Dalam perspektif Islam, dakwah merupakan amanah ilahiah yang melekat pada setiap Muslim, sesuai kapasitas dan perannya masing-masing. Dakwah tidak selalu identik dengan ceramah keagamaan; ia hadir dalam perilaku sehari-hari, dalam tutur kata yang santun, dalam kejujuran bekerja, dalam kepedulian sosial, dan dalam keberanian menegakkan kebenaran. Oleh karena itu, berdakwah sampai mati berarti menjadikan seluruh dimensi kehidupan sebagai media penyampaian nilai-nilai Islam yang rahmatan lil ‘alamin.

Sejarah Islam mencatat bahwa para nabi, rasul, ulama, dan tokoh pembaharu tidak pernah berhenti berdakwah meskipun menghadapi penolakan, ancaman, dan penderitaan. Mereka tetap istiqamah karena dakwah bukan pilihan, melainkan panggilan iman. Ketika dakwah dipahami sebagai panggilan hidup, maka lelah, letih, dan rintangan bukanlah alasan untuk berhenti, tetapi justru menjadi ujian ketulusan dalam berjuang di jalan Allah.

Di tengah kehidupan modern yang ditandai dengan perubahan sosial yang cepat, arus informasi yang tak terbendung, serta krisis nilai dan moral, dakwah menghadapi tantangan yang semakin kompleks. Nilai-nilai kebaikan kerap terpinggirkan oleh kepentingan material, popularitas, dan pragmatisme. Dalam kondisi seperti ini, dakwah dituntut untuk hadir secara cerdas, kontekstual, dan menyentuh realitas kehidupan masyarakat. Berdakwah bukan lagi sekadar menyampaikan apa yang benar, tetapi juga bagaimana kebenaran itu dapat diterima, dipahami, dan diamalkan dengan penuh kesadaran.

“Matilah dalam dakwah” bukan berarti kematian fisik semata, melainkan kematian dalam keadaan tetap setia pada nilai-nilai kebenaran yang diperjuangkan. Ia mencerminkan puncak pengabdian seorang Muslim yang menjadikan dakwah sebagai napas hidupnya. Ketika seseorang wafat dalam kondisi masih berjuang menyampaikan kebaikan, mendidik umat, membela nilai keadilan, dan menegakkan akhlak mulia, maka sejatinya ia meninggalkan warisan spiritual yang jauh lebih bernilai daripada harta dan jabatan.

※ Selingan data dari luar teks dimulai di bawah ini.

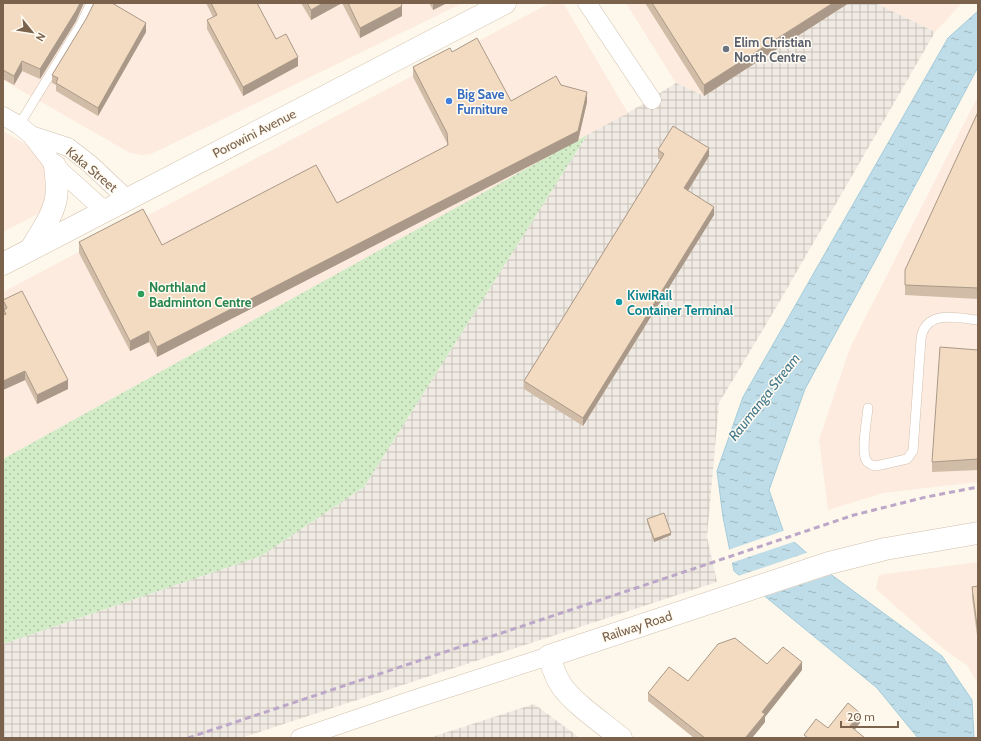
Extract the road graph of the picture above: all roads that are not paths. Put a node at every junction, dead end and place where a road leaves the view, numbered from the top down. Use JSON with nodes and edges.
{"nodes":[{"id":1,"x":92,"y":3,"type":"edge"},
{"id":2,"x":505,"y":3,"type":"edge"},
{"id":3,"x":587,"y":3,"type":"edge"},
{"id":4,"x":652,"y":100,"type":"dead end"},
{"id":5,"x":3,"y":116,"type":"edge"},
{"id":6,"x":25,"y":130,"type":"junction"},
{"id":7,"x":55,"y":166,"type":"junction"},
{"id":8,"x":127,"y":199,"type":"junction"},
{"id":9,"x":105,"y":211,"type":"junction"},
{"id":10,"x":31,"y":249,"type":"junction"},
{"id":11,"x":3,"y":264,"type":"edge"},
{"id":12,"x":978,"y":320,"type":"edge"},
{"id":13,"x":868,"y":408,"type":"dead end"},
{"id":14,"x":978,"y":533,"type":"edge"},
{"id":15,"x":550,"y":656,"type":"junction"},
{"id":16,"x":300,"y":738,"type":"edge"},
{"id":17,"x":621,"y":738,"type":"edge"}],
"edges":[{"from":1,"to":6,"type":"lane"},
{"from":2,"to":8,"type":"main road","name":"Porowini Avenue"},
{"from":3,"to":4,"type":"street"},
{"from":5,"to":6,"type":"street","name":"Kaka Street"},
{"from":6,"to":7,"type":"street","name":"Kaka Street"},
{"from":6,"to":8,"type":"street","name":"Kaka Street"},
{"from":7,"to":9,"type":"street","name":"Kaka Street"},
{"from":7,"to":10,"type":"main road"},
{"from":8,"to":9,"type":"main road","name":"Porowini Avenue"},
{"from":9,"to":10,"type":"main road","name":"Porowini Avenue"},
{"from":10,"to":11,"type":"main road","name":"Porowini Avenue"},
{"from":12,"to":13,"type":"lane"},
{"from":14,"to":15,"type":"main road","name":"Railway Road"},
{"from":15,"to":16,"type":"street","name":"Railway Road"},
{"from":15,"to":17,"type":"main road"}]}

Bagi para pendidik, penulis, budayawan, dan insan akademik, dakwah menemukan relevansinya melalui ilmu pengetahuan, bahasa, sastra, dan budaya. Menulis dengan kejujuran, mengajar dengan keteladanan, serta merawat budaya dengan nilai-nilai luhur adalah bentuk dakwah yang tak kalah penting. Dakwah melalui pena dan karya intelektual sering kali memiliki daya jangkau yang lebih panjang dan berkelanjutan, melampaui batas ruang dan waktu.

Pada akhirnya, seruan untuk terus berdakwah hingga akhir hayat adalah ajakan untuk hidup bermakna. Hidup yang tidak berhenti pada kepentingan diri, tetapi berorientasi pada kemaslahatan umat. Dakwah yang dilakukan dengan keikhlasan akan menumbuhkan kebaikan, meskipun hasilnya tidak selalu terlihat secara instan. Namun, Allah menilai proses, niat, dan kesungguhan hamba-Nya.

Teruslah berdakwah sampai mati, karena hidup tanpa dakwah adalah hidup yang kehilangan arah nilai. Dan matilah dalam dakwah, karena di situlah kemuliaan pengabdian seorang insan beriman menemukan maknanya yang paling hakiki.